Below are several things that can cause the first spark.
Lightning strikes cause fires all the time.
Cigarette butts frequently cause fires but there is also another form of litter than can cause problems even decades after it’s been discarded. Remember when you used to use a magnifying glass to concentrate sunshine on paper and start a fire? Glass bottles in the bush can replicate the same effect. The intense sun (which can get to over 40 degrees Celsius in summer) beats down on a discarded glass bottle or a piece of glass which magnifies the sunshine to a point where it starts a fire. There are no doubt people who watch bushfire coverage on the news and are moved by the devastation without ever realizing that the bottle they hurled from a window of a car decades before was the cause.
To try and reduce fire risk, individuals and councils conduct burn-offs to try and reduce flammable vegetation at a time when the burning can be controlled. Sometimes this doesn’t work according to plan.
Sadly some fires are started by individuals who deliberately light fires. It should also be highlighted that in the vast majority of cases, the cause of the fire is speculation. By the time the fire is under control and investigators can move in, the area is a charred wasteland and it’s almost impossible to tell where the fire started, let alone what caused it.
Often the media is all-too-quick to jump on the idea of arson.

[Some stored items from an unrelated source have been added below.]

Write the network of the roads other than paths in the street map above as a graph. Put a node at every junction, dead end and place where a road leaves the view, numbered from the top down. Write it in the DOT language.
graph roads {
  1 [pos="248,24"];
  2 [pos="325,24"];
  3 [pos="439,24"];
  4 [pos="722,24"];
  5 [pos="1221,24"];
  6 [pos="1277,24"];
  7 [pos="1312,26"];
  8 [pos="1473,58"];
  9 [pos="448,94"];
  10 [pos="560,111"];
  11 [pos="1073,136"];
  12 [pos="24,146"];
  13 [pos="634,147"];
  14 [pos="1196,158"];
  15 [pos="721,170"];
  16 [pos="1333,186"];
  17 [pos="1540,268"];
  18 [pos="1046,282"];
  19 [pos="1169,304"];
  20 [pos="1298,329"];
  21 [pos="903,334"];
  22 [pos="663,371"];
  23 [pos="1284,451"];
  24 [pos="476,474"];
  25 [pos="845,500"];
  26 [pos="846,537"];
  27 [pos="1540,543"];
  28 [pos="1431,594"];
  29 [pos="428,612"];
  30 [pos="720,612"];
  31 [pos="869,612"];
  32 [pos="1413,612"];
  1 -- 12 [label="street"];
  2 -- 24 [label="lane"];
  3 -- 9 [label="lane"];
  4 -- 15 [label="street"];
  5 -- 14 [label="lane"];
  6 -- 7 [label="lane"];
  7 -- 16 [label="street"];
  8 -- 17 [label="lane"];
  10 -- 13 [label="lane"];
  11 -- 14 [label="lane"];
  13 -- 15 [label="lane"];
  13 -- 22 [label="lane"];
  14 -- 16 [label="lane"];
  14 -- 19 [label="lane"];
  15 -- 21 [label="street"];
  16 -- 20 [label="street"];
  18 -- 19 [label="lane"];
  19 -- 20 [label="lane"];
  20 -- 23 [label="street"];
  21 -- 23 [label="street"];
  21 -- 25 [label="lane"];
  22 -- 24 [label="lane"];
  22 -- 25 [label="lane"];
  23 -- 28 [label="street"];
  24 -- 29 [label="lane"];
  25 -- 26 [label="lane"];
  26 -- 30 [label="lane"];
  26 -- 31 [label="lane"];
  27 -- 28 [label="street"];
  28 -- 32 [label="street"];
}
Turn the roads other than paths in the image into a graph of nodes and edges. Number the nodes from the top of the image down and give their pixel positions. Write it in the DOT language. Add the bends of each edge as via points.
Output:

Because an evil fire-bug is much more interesting to the public than natural causes, many fires have been attributed to arsonists by the public when there isn’t sufficient evidence to say with any certainty that this is the case.

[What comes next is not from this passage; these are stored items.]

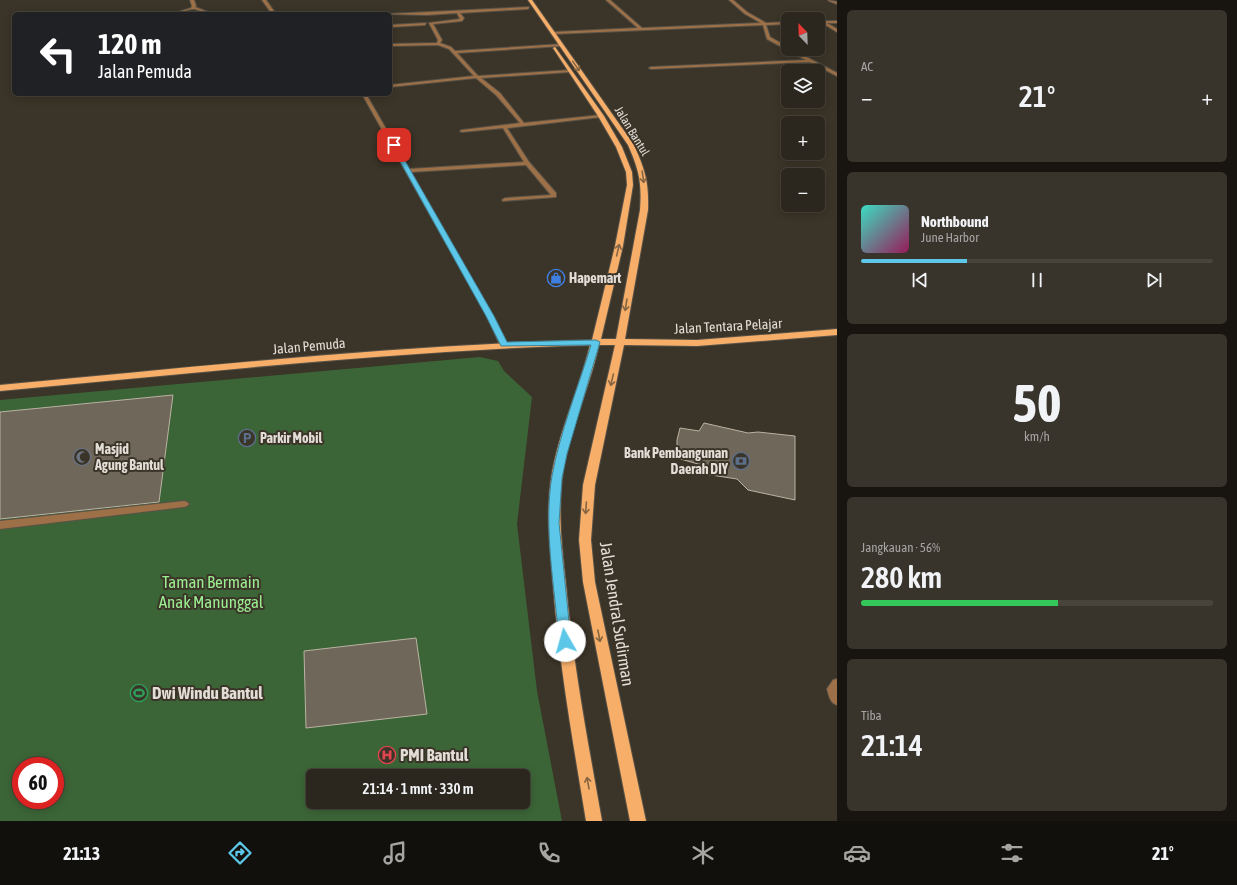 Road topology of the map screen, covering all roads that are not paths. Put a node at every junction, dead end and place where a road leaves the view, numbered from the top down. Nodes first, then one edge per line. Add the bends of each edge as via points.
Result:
1 (192, 0) edge
2 (264, 0) edge
3 (523, 0) edge
4 (530, 0) edge
5 (608, 0) edge
6 (731, 0) edge
7 (830, 0) edge
8 (837, 3) edge
9 (193, 8) junction
10 (528, 8) junction
11 (187, 12) edge
12 (205, 12) edge
13 (273, 12) edge
14 (458, 12) junction
15 (392, 14) edge
16 (825, 22) edge
17 (837, 22) edge
18 (781, 23) edge
19 (825, 23) edge
20 (425, 24) dead end
21 (764, 24) junction
22 (392, 26) edge
23 (640, 28) junction
24 (837, 31) edge
25 (553, 33) junction
26 (438, 44) junction
27 (392, 45) edge
28 (562, 45) junction
29 (554, 46) junction
30 (453, 52) junction
31 (810, 61) junction
32 (651, 68) dead end
33 (570, 71) junction
34 (837, 75) edge
35 (478, 77) junction
36 (392, 86) edge
37 (365, 96) edge
38 (601, 116) junction
39 (522, 123) junction
40 (504, 126) junction
41 (462, 130) dead end
42 (527, 163) junction
43 (408, 171) junction
44 (505, 200) dead end
45 (837, 332) edge
46 (596, 342) junction
47 (620, 342) junction
48 (504, 345) junction
49 (0, 388) edge
50 (184, 504) dead end
51 (0, 525) edge
52 (837, 684) edge
53 (837, 700) edge
54 (594, 821) edge
55 (638, 821) edge

1 - 9 street
2 - 13 street
3 - 10 main road, Jalan Bantul
4 - 25 main road, Jalan Bantul
5 - 23 street
6 - 21 street
7 - 8 street
9 - 11 street
9 - 12 street
10 - 14 street
10 - 29 main road, Jalan Bantul
14 - 15 street
14 - 26 street via 462,18 460,20 431,23 440,40
16 - 17 street
18 - 21 street
19 - 24 street
20 - 22 street
21 - 23 street
21 - 31 street via 768,38
23 - 25 street
25 - 28 main road, Jalan Bantul
26 - 27 street
26 - 30 street via 450,48
28 - 29 street
28 -> 47 main road, Jalan Bantul via 631,146 642,170 644,210
29 - 30 street
29 - 33 main road, Jalan Bantul
30 - 35 street
31 - 32 street
31 - 34 street
33 - 35 street
33 - 38 main road, Jalan Bantul
35 - 36 street
35 - 39 street via 498,94
37 - 43 street
38 - 39 street
46 -> 38 main road, Jalan Bantul via 619,246 630,185 629,172 619,147
39 - 40 street
40 - 41 street
40 - 42 street
42 - 43 street
42 - 44 street via 554,196
43 - 48 street
45 - 47 main road, Jalan Tentara Pelajar via 697,343
46 - 47 main road, Jalan Pemuda
46 - 48 main road, Jalan Pemuda
54 -> 46 main road via 563,626 554,523 557,478 562,454
47 -> 55 main road, Jalan Jendral Sudirman via 588,485 584,540 589,582
48 - 49 main road, Jalan Pemuda via 300,360
50 - 51 street
52 - 53 street via 834,695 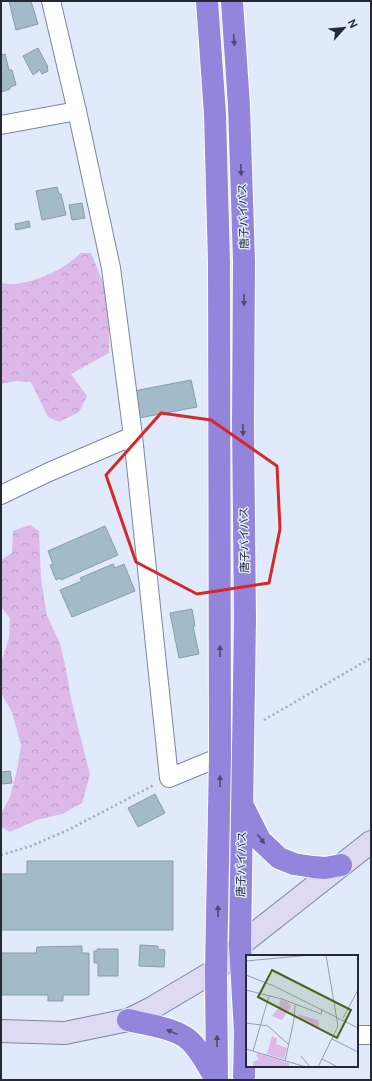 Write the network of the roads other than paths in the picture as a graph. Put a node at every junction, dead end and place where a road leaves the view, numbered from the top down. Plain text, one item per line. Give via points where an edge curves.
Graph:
1 (51, 1) edge
2 (207, 1) edge
3 (232, 1) edge
4 (77, 111) junction
5 (1, 125) edge
6 (133, 436) junction
7 (1, 495) edge
8 (220, 757) junction
9 (242, 805) junction
10 (371, 842) edge
11 (341, 865) junction
12 (240, 945) junction
13 (216, 970) junction
14 (128, 1020) junction
15 (1, 1031) edge
16 (246, 1032) edge
17 (358, 1035) edge
18 (371, 1035) edge
19 (216, 1080) edge
20 (244, 1080) edge

1 - 4 street
8 -> 2 highway, 唐子バイパス via 219,263 215,114
3 -> 9 highway, 唐子バイパス via 239,106 244,261 245,618
4 - 5 street
4 - 6 street via 111,268
6 - 7 street
6 - 8 street via 169,778
13 -> 8 highway, 唐子バイパス
9 -> 11 highway via 260,840 279,858 313,867
9 - 12 highway, 唐子バイパス
10 - 11 street
11 - 12 street
12 - 13 street
12 - 16 highway, 唐子バイパス
13 - 14 street
19 -> 13 highway, 唐子バイパス
14 - 15 street via 65,1033
19 -> 14 highway via 192,1042 167,1030
16 - 20 highway, 唐子バイパス
17 - 18 street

Besides causing costly damages to home and cities, bushfires also destroy wildlife and entire ecosystems, and adds even more carbon to the atmosphere, accentuating global warming.
There is not much we can do to prevent naturally caused bushfires except to dispose of dry leaves, dead branches and by mowing long grass. This is important as they are combustible materials that can easily fuel fires. However, there is a lot we can do to avoid human-induced bushfires, such as storing ignitable materials properly and by choosing fire-resistant housing materials, especially for gates, walls and fences.